- [Work task] Please print every record below exactly as written, leaving out the pictures.

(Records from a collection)
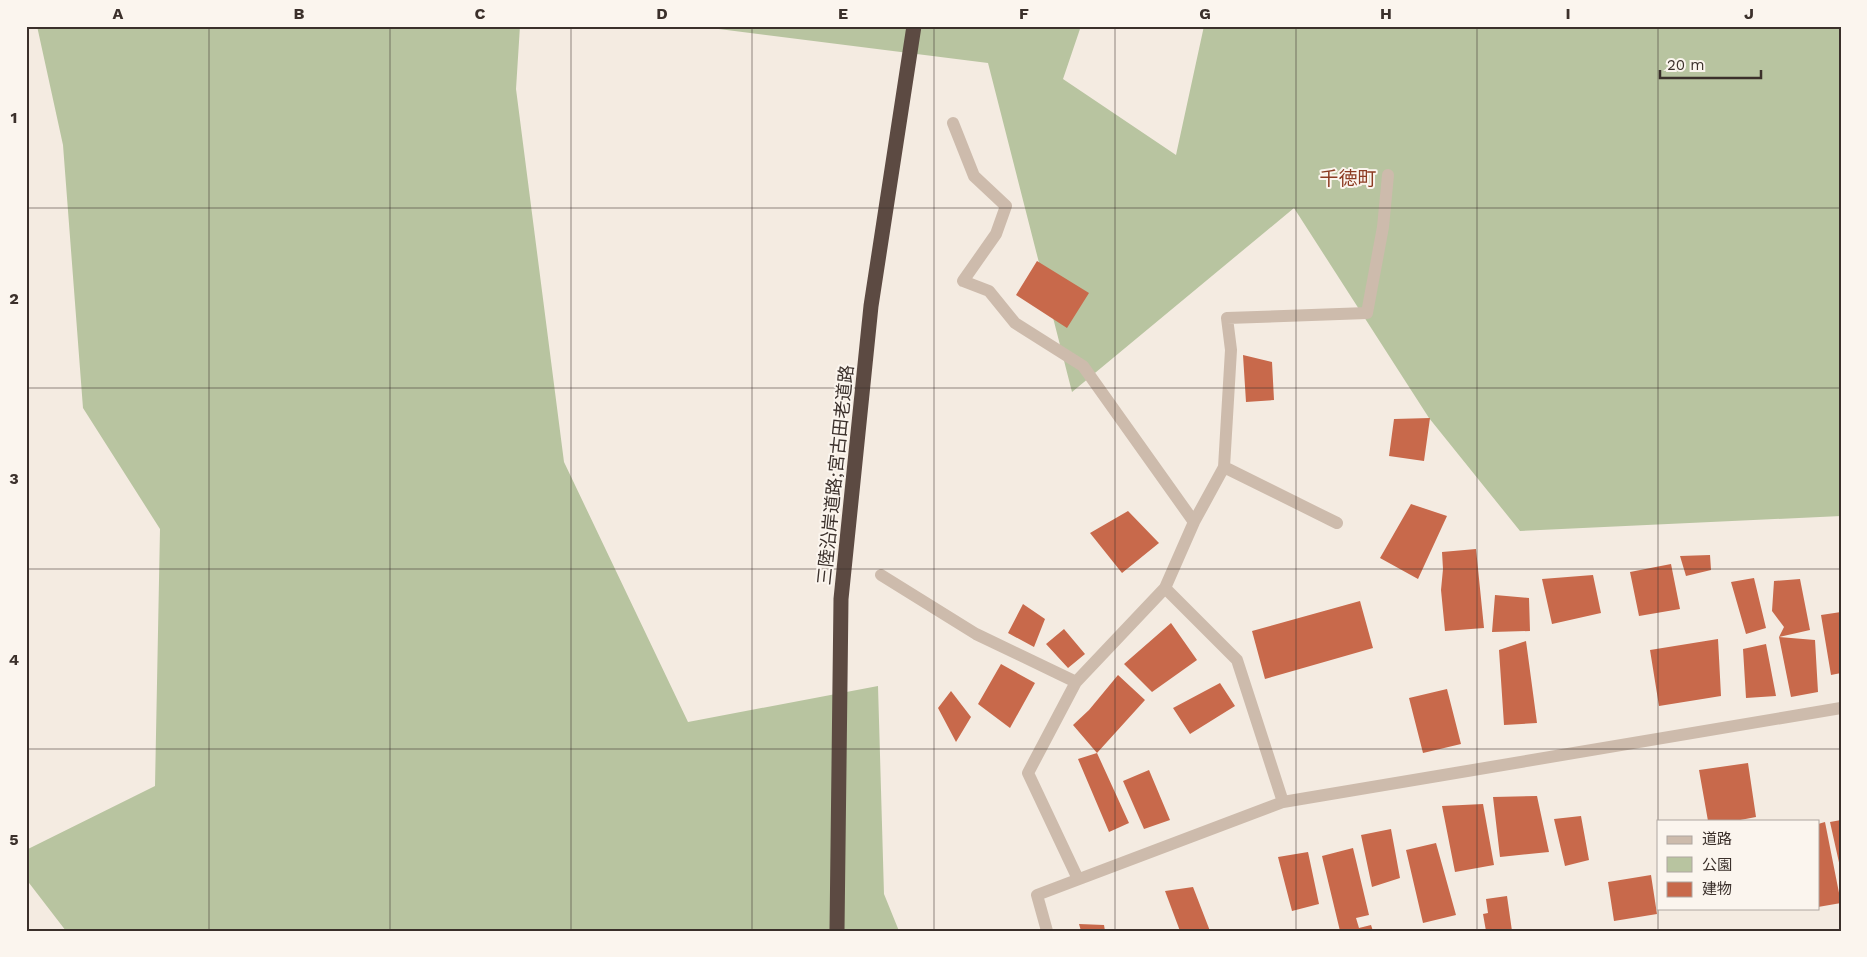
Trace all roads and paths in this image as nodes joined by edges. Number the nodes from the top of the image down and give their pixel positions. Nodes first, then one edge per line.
1 (914, 26) edge
2 (953, 123) dead end
3 (1388, 175) dead end
4 (1224, 467) junction
5 (1194, 522) junction
6 (1336, 523) dead end
7 (881, 575) dead end
8 (1165, 588) junction
9 (1076, 682) junction
10 (1841, 708) edge
11 (1283, 802) junction
12 (1078, 879) junction
13 (837, 931) edge
14 (1047, 931) edge

1 - 13 highway, 三陸沿岸道路;宮古田老道路
2 - 5 street
3 - 4 street
4 - 5 street
4 - 6 street
5 - 8 street
7 - 9 street
8 - 9 street
8 - 11 street
9 - 12 street
10 - 11 street
11 - 12 street
12 - 14 street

- [Exercise result]
Trace all roads and paths in this image as nodes joined by edges. Number the nodes from the top of the image down and give their pixel positions. Nodes first, then one edge per line.
1 (914, 26) edge
2 (953, 123) dead end
3 (1388, 175) dead end
4 (1224, 467) junction
5 (1194, 522) junction
6 (1336, 523) dead end
7 (881, 575) dead end
8 (1165, 588) junction
9 (1076, 682) junction
10 (1841, 708) edge
11 (1283, 802) junction
12 (1078, 879) junction
13 (837, 931) edge
14 (1047, 931) edge

1 - 13 highway, 三陸沿岸道路;宮古田老道路
2 - 5 street
3 - 4 street
4 - 5 street
4 - 6 street
5 - 8 street
7 - 9 street
8 - 9 street
8 - 11 street
9 - 12 street
10 - 11 street
11 - 12 street
12 - 14 street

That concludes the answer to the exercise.